In October 1988, nevertheless, he lost resoundingly, and by 1990, he was no longer president. His pernicious legacy persists, though, and it has triggered a massive popular rebellion that is trying, 30 years later, to confront and overcome how he twisted and ravaged the country. One can only pray that Trump, whose assault on American institutions hasn’t lasted as long or been as grievous as Pinochet’s reign of terror in Chile, may not cast as long a shadow.
Chileans were able to defeat the dictator and his delusions of grandeur because of what I called at the time the “Rabbit Strategy of Resistance.” This admittedly bizarre name for an assault on a tyrant came from a children’s story, “La Rebelión de los Conejos Mágicos,” that I wrote over 40 years ago while I was in exile from Pinochet’s Chile.
In that fable, a megalomaniac and egocentric Wolf-King conquers the land of the rabbits and decrees that the former inhabitants no longer exist. Despite an unrelenting repression against these creatures, the rabbits keep invading the realm of the bombastic, incompetent, thuggish autocrat, entering the photos taken by a timorous monkey photographer, until his Wolfhood’s throne is thunderously brought down by nibbling and incessant teeth.
From the distance of my banishment in Holland, I prophesied that the spirit of the Chilean people could not be eternally suppressed, that they would emerge from the shadows and bring down the despot who was thwarting their dreams. The tale of those rabbits circulated clandestinely in Chile and, I hope, had some effect on those who read it as they refused to submit to tyranny.

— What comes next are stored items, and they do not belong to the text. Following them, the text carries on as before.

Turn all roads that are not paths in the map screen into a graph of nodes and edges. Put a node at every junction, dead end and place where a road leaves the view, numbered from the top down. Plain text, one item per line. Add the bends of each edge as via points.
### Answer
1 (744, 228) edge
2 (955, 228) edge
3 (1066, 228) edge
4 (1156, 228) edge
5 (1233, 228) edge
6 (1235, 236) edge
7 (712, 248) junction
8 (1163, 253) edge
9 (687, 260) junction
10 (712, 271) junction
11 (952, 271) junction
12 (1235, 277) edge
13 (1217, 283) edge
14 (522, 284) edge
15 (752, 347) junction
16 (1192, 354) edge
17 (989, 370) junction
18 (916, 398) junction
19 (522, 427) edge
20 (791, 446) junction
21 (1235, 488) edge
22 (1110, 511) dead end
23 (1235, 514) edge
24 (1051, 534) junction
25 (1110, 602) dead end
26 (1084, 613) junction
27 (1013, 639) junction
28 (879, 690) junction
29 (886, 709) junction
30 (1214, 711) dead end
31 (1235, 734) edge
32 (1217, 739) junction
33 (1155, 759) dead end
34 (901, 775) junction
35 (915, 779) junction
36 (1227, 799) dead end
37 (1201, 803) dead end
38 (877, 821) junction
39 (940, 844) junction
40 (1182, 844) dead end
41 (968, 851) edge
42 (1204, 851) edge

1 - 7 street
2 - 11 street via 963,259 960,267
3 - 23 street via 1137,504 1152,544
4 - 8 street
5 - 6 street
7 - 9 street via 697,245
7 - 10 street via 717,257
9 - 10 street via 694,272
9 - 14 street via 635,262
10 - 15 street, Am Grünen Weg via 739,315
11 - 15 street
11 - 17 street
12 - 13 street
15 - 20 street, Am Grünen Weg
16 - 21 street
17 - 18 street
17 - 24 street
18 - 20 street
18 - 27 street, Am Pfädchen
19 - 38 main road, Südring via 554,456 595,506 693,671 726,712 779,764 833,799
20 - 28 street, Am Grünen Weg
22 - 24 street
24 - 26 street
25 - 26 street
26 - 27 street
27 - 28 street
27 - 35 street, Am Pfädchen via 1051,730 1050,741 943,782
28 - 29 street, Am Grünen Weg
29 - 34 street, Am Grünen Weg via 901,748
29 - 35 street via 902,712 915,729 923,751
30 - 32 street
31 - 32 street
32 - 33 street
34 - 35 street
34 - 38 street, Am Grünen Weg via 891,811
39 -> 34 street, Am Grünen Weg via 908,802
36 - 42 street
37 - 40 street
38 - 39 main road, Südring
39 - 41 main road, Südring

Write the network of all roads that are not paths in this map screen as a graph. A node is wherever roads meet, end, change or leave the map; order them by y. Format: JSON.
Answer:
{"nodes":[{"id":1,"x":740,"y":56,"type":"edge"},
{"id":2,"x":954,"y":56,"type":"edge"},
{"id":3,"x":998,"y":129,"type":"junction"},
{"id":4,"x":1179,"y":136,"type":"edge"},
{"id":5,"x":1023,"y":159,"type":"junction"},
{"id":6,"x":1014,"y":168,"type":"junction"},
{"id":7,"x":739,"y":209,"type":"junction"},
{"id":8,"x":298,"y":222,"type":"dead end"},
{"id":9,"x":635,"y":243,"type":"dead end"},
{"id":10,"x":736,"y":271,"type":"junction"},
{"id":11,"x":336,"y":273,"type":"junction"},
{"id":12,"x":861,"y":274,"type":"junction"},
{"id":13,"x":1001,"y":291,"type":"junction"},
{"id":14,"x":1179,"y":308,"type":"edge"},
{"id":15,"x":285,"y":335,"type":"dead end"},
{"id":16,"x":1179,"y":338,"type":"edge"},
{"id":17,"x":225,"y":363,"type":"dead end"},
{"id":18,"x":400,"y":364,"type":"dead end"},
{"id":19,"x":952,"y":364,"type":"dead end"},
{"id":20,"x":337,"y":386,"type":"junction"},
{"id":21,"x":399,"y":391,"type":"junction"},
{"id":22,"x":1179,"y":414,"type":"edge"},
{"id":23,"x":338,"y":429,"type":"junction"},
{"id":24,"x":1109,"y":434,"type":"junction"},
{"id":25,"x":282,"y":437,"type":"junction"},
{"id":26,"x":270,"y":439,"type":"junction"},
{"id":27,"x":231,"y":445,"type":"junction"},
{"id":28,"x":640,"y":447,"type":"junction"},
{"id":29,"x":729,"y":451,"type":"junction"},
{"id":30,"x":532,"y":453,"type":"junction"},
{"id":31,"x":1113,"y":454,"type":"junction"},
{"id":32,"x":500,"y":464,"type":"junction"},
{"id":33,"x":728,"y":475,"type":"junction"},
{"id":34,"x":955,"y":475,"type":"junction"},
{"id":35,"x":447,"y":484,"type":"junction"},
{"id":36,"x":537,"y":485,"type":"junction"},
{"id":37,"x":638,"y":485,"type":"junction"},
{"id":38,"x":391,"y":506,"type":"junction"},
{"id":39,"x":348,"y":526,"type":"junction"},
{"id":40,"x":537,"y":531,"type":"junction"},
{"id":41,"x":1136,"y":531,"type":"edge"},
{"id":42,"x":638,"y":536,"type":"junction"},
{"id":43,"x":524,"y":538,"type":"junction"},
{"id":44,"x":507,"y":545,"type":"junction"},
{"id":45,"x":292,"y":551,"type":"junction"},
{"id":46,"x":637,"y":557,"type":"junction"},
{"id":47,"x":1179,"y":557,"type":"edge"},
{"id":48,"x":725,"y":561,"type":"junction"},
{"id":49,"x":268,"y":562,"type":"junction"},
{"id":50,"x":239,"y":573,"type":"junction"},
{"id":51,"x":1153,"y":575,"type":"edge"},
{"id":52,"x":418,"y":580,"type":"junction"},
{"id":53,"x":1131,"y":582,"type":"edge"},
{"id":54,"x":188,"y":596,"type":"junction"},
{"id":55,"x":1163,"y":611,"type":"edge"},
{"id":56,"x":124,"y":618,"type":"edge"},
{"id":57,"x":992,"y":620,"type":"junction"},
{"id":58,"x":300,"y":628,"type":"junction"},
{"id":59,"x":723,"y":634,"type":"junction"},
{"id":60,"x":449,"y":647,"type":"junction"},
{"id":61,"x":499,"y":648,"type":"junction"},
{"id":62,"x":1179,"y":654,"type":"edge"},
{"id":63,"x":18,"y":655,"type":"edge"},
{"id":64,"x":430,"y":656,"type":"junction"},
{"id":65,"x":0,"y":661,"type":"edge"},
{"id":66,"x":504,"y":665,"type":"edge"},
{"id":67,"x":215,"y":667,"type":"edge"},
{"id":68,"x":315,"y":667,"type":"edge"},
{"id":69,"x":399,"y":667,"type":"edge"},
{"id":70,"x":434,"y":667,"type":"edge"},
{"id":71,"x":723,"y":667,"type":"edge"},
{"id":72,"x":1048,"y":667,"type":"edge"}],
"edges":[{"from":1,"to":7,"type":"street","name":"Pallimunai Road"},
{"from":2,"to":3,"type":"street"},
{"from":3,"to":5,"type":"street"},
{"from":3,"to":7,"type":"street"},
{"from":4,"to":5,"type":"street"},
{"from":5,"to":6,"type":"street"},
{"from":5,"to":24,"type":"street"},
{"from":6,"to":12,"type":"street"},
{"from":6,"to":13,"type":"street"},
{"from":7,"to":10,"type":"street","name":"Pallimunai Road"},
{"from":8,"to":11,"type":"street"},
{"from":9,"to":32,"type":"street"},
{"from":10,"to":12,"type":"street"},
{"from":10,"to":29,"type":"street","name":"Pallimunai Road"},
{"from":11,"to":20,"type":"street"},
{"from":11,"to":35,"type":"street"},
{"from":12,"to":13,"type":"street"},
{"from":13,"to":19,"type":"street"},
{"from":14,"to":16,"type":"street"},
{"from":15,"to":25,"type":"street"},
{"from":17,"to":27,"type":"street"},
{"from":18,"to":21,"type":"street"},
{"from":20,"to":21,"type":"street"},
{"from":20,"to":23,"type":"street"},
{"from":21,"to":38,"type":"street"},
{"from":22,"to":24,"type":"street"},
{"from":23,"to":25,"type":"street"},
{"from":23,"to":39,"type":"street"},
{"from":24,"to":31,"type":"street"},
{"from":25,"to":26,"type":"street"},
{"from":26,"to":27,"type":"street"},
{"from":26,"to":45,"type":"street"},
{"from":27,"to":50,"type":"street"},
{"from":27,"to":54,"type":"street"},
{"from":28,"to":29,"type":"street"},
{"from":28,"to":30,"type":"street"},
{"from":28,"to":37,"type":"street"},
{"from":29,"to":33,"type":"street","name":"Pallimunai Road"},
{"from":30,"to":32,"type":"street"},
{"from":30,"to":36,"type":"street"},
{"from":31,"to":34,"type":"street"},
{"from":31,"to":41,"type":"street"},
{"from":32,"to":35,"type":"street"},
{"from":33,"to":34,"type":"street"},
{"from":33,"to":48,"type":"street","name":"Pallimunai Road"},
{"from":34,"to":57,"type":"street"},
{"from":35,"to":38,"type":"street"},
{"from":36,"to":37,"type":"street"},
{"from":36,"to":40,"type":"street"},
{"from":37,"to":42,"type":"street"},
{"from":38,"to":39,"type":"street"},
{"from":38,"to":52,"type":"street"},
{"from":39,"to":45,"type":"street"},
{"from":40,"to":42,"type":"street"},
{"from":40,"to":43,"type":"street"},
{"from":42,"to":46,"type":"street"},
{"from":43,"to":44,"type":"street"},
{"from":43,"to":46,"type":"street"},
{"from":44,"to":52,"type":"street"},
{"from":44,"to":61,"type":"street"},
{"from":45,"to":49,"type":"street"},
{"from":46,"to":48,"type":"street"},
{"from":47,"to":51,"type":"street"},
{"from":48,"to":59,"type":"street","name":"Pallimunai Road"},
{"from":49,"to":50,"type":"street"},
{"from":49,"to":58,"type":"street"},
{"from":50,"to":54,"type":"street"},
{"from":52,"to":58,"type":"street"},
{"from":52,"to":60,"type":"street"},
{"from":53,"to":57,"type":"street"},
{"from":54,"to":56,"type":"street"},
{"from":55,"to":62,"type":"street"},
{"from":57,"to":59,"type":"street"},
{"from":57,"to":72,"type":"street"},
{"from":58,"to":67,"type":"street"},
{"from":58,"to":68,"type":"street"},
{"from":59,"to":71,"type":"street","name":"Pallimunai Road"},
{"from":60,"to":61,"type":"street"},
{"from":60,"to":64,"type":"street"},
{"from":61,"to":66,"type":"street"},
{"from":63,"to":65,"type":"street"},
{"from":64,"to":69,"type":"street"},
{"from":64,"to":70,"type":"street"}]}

Can the same story, conceived by an outcast emigre so many years ago and made true by the sacrifice and determination of the citizens of Chile to take their fate into their own hands, find an echo in the United States today? As it foreshadowed Pinochet’s ouster, could it also eerily predict the eventual downfall of Trump, who may be blind to how ultimately weak he really is and engage in ever more outrageous and illegal criminal acts?
Whether Trump will be defeated like the Wolf-King, like Pinochet, like so many authoritarian leaders who thought they were invincible and invulnerable, depends on the people of the United States. Will they be accomplices of a man who scandalously destroys their country, shreds their Constitution, imperils the future of the planet? Or will the citizens rebel like the rabbits and the fearless men and women of Chile and, in November, resoundingly dethrone this man — and teach him that the most powerful man on Earth must answer to the more powerful majority of we the people?